### [Prompt]
All records, minus the pictures: write them out exactly.

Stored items
-=-=-=-=-
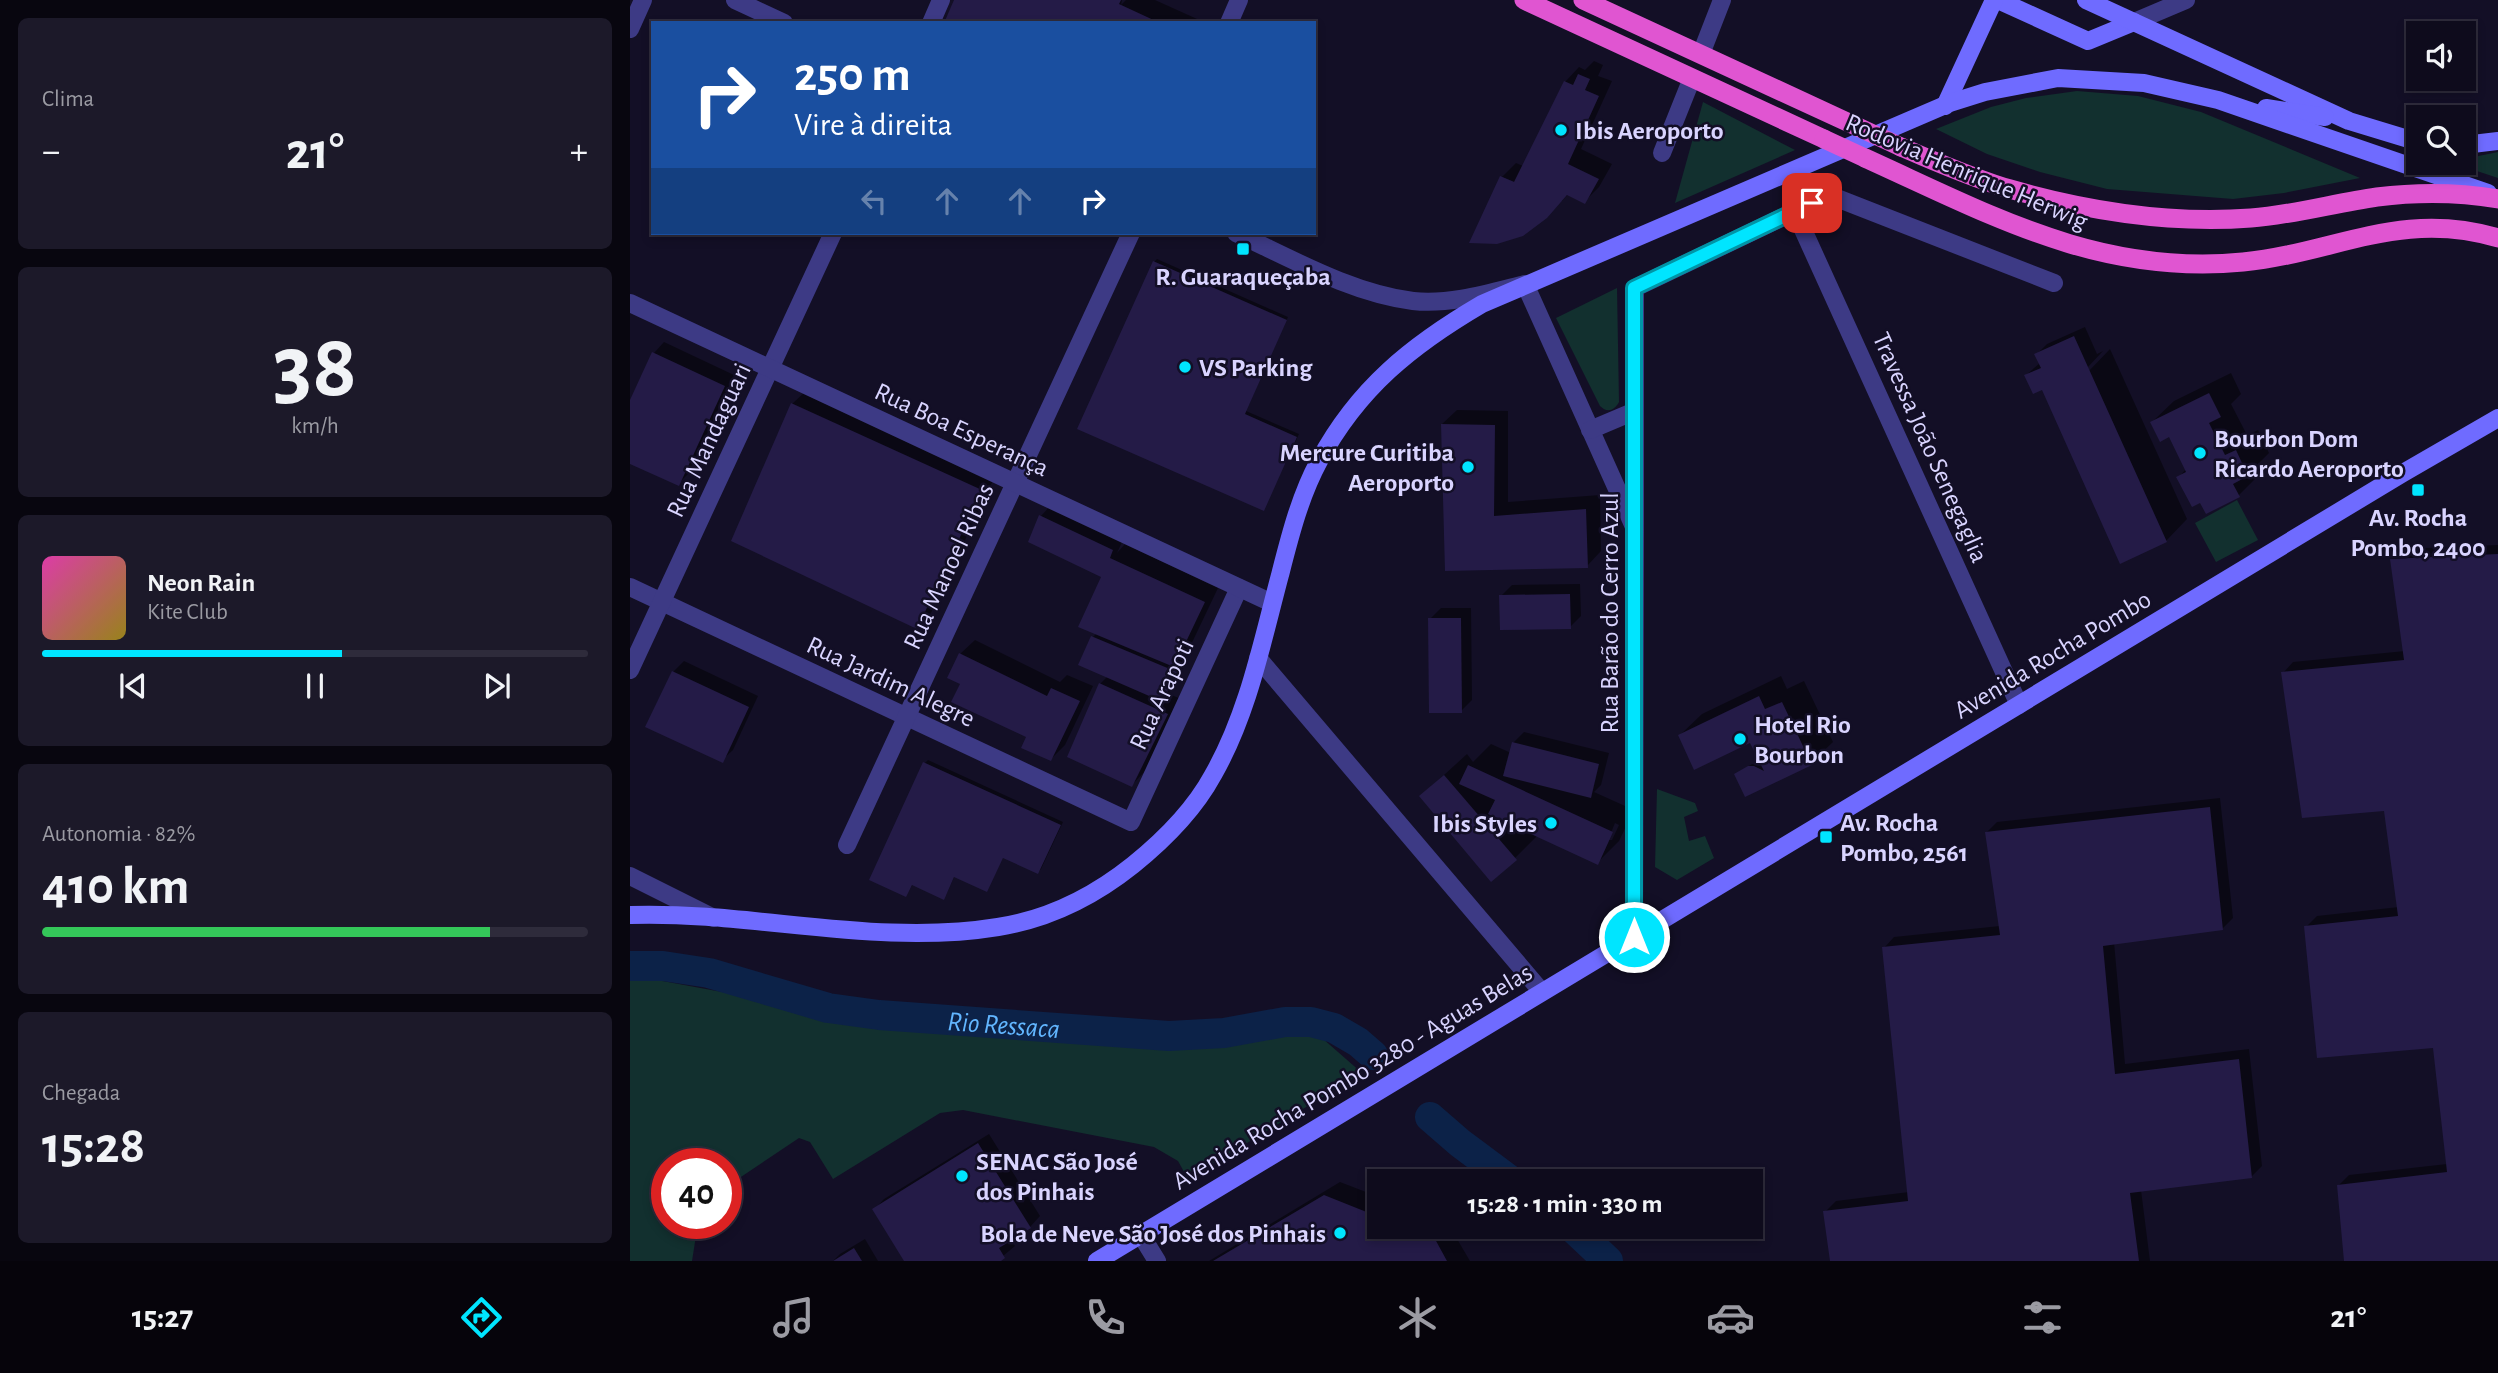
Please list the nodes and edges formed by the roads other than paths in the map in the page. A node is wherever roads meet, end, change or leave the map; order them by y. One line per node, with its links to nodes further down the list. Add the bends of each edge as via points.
1 (643, 0): 15 (street)
2 (735, 0): 11 (street)
3 (942, 0): 12 (street)
4 (1239, 0): 13 (street)
5 (1524, 0): 17 (highway, Rodovia Henrique Herwig)
6 (1583, 0): 16 (highway, Rodovia Henrique Herwig)
7 (1722, 0): 16 (street)
8 (2085, 0): 14 (main road)
9 (2186, 0): 14 (street)
10 (2002, 1): 14 (main road, via 2088,41); 19 (main road)
11 (780, 21)
12 (932, 21)
13 (1230, 21)
14 (2134, 22): 20 (main road)
15 (630, 29)
16 (1700, 54): 25 (highway, Rodovia Henrique Herwig, bridge, via 1900,147 2009,188 2091,207 2174,219 2253,218 2418,193)
17 (1692, 78): 24 (street); 30 (highway, Rodovia Henrique Herwig, bridge, via 2033,232 2085,250 2183,264 2244,262 2375,233 2431,227)
18 (2218, 100): 19 (main road, via 2144,83 2058,78 1985,92); 20 (main road); 25 (main road)
19 (1945, 106): 32 (main road)
20 (2349, 121): 21 (main road)
21 (2406, 138)
22 (2498, 141): 23 (main road)
23 (2476, 144)
24 (1662, 152)
25 (2498, 197)
26 (1795, 212): 31 (street, via 1829,195); 35 (street, Rua Barão do Cerro Azul, via 1634,288); 46 (street, Travessa João Senegaglia)
27 (832, 235): 34 (street, Rua Mandaguari)
28 (1130, 235): 38 (street, Rua Manoel Ribas)
29 (1240, 235): 32 (street, via 1352,285 1415,301 1475,296)
30 (2498, 238)
31 (2054, 283)
32 (1525, 284): 37 (street); 43 (main road, via 1446,325 1406,354 1356,404 1317,464)
33 (630, 303): 34 (street, Rua Boa Esperança)
34 (770, 368): 38 (street, Rua Boa Esperança); 42 (street, Rua Mandaguari)
35 (1635, 411): 37 (street); 39 (street, Rua Barão do Cerro Azul)
36 (2498, 418): 46 (main road, Avenida Rocha Pombo)
37 (1590, 430): 39 (street)
38 (1015, 483): 41 (street, Rua Boa Esperança); 47 (street, Rua Manoel Ribas)
39 (1635, 529): 53 (street, Rua Barão do Cerro Azul)
40 (630, 587): 42 (street, Rua Jardim Alegre)
41 (1239, 588): 43 (street, Rua Boa Esperança); 48 (street, Rua Arapoti)
42 (662, 602): 45 (street, Rua Mandaguari); 47 (street, Rua Jardim Alegre)
43 (1272, 603): 44 (main road)
44 (1258, 658): 52 (main road, via 1230,739 1198,798 1145,855 1112,882 1073,904 1000,927 906,934); 54 (street)
45 (630, 670)
46 (2019, 705): 53 (main road, Avenida Rocha Pombo)
47 (906, 717): 48 (street, Rua Jardim Alegre); 49 (street, Rua Manoel Ribas)
48 (1131, 822)
49 (847, 845)
50 (630, 876): 52 (street)
51 (630, 915): 52 (main road)
52 (714, 918)
53 (1634, 937): 54 (main road, Avenida Rocha Pombo 3280 - Aguas Belas)
54 (1542, 992): 55 (main road, Avenida Rocha Pombo 3280 - Aguas Belas)
55 (1141, 1235): 56 (main road, Avenida Rocha Pombo 3280 - Aguas Belas); 57 (street)
56 (1097, 1261)
57 (1157, 1261)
-=-=-=-=-
### [Your solution]
Please list the nodes and edges formed by the roads other than paths in the map in the page. A node is wherever roads meet, end, change or leave the map; order them by y. One line per node, with its links to nodes further down the list. Add the bends of each edge as via points.
1 (643, 0): 15 (street)
2 (735, 0): 11 (street)
3 (942, 0): 12 (street)
4 (1239, 0): 13 (street)
5 (1524, 0): 17 (highway, Rodovia Henrique Herwig)
6 (1583, 0): 16 (highway, Rodovia Henrique Herwig)
7 (1722, 0): 16 (street)
8 (2085, 0): 14 (main road)
9 (2186, 0): 14 (street)
10 (2002, 1): 14 (main road, via 2088,41); 19 (main road)
11 (780, 21)
12 (932, 21)
13 (1230, 21)
14 (2134, 22): 20 (main road)
15 (630, 29)
16 (1700, 54): 25 (highway, Rodovia Henrique Herwig, bridge, via 1900,147 2009,188 2091,207 2174,219 2253,218 2418,193)
17 (1692, 78): 24 (street); 30 (highway, Rodovia Henrique Herwig, bridge, via 2033,232 2085,250 2183,264 2244,262 2375,233 2431,227)
18 (2218, 100): 19 (main road, via 2144,83 2058,78 1985,92); 20 (main road); 25 (main road)
19 (1945, 106): 32 (main road)
20 (2349, 121): 21 (main road)
21 (2406, 138)
22 (2498, 141): 23 (main road)
23 (2476, 144)
24 (1662, 152)
25 (2498, 197)
26 (1795, 212): 31 (street, via 1829,195); 35 (street, Rua Barão do Cerro Azul, via 1634,288); 46 (street, Travessa João Senegaglia)
27 (832, 235): 34 (street, Rua Mandaguari)
28 (1130, 235): 38 (street, Rua Manoel Ribas)
29 (1240, 235): 32 (street, via 1352,285 1415,301 1475,296)
30 (2498, 238)
31 (2054, 283)
32 (1525, 284): 37 (street); 43 (main road, via 1446,325 1406,354 1356,404 1317,464)
33 (630, 303): 34 (street, Rua Boa Esperança)
34 (770, 368): 38 (street, Rua Boa Esperança); 42 (street, Rua Mandaguari)
35 (1635, 411): 37 (street); 39 (street, Rua Barão do Cerro Azul)
36 (2498, 418): 46 (main road, Avenida Rocha Pombo)
37 (1590, 430): 39 (street)
38 (1015, 483): 41 (street, Rua Boa Esperança); 47 (street, Rua Manoel Ribas)
39 (1635, 529): 53 (street, Rua Barão do Cerro Azul)
40 (630, 587): 42 (street, Rua Jardim Alegre)
41 (1239, 588): 43 (street, Rua Boa Esperança); 48 (street, Rua Arapoti)
42 (662, 602): 45 (street, Rua Mandaguari); 47 (street, Rua Jardim Alegre)
43 (1272, 603): 44 (main road)
44 (1258, 658): 52 (main road, via 1230,739 1198,798 1145,855 1112,882 1073,904 1000,927 906,934); 54 (street)
45 (630, 670)
46 (2019, 705): 53 (main road, Avenida Rocha Pombo)
47 (906, 717): 48 (street, Rua Jardim Alegre); 49 (street, Rua Manoel Ribas)
48 (1131, 822)
49 (847, 845)
50 (630, 876): 52 (street)
51 (630, 915): 52 (main road)
52 (714, 918)
53 (1634, 937): 54 (main road, Avenida Rocha Pombo 3280 - Aguas Belas)
54 (1542, 992): 55 (main road, Avenida Rocha Pombo 3280 - Aguas Belas)
55 (1141, 1235): 56 (main road, Avenida Rocha Pombo 3280 - Aguas Belas); 57 (street)
56 (1097, 1261)
57 (1157, 1261)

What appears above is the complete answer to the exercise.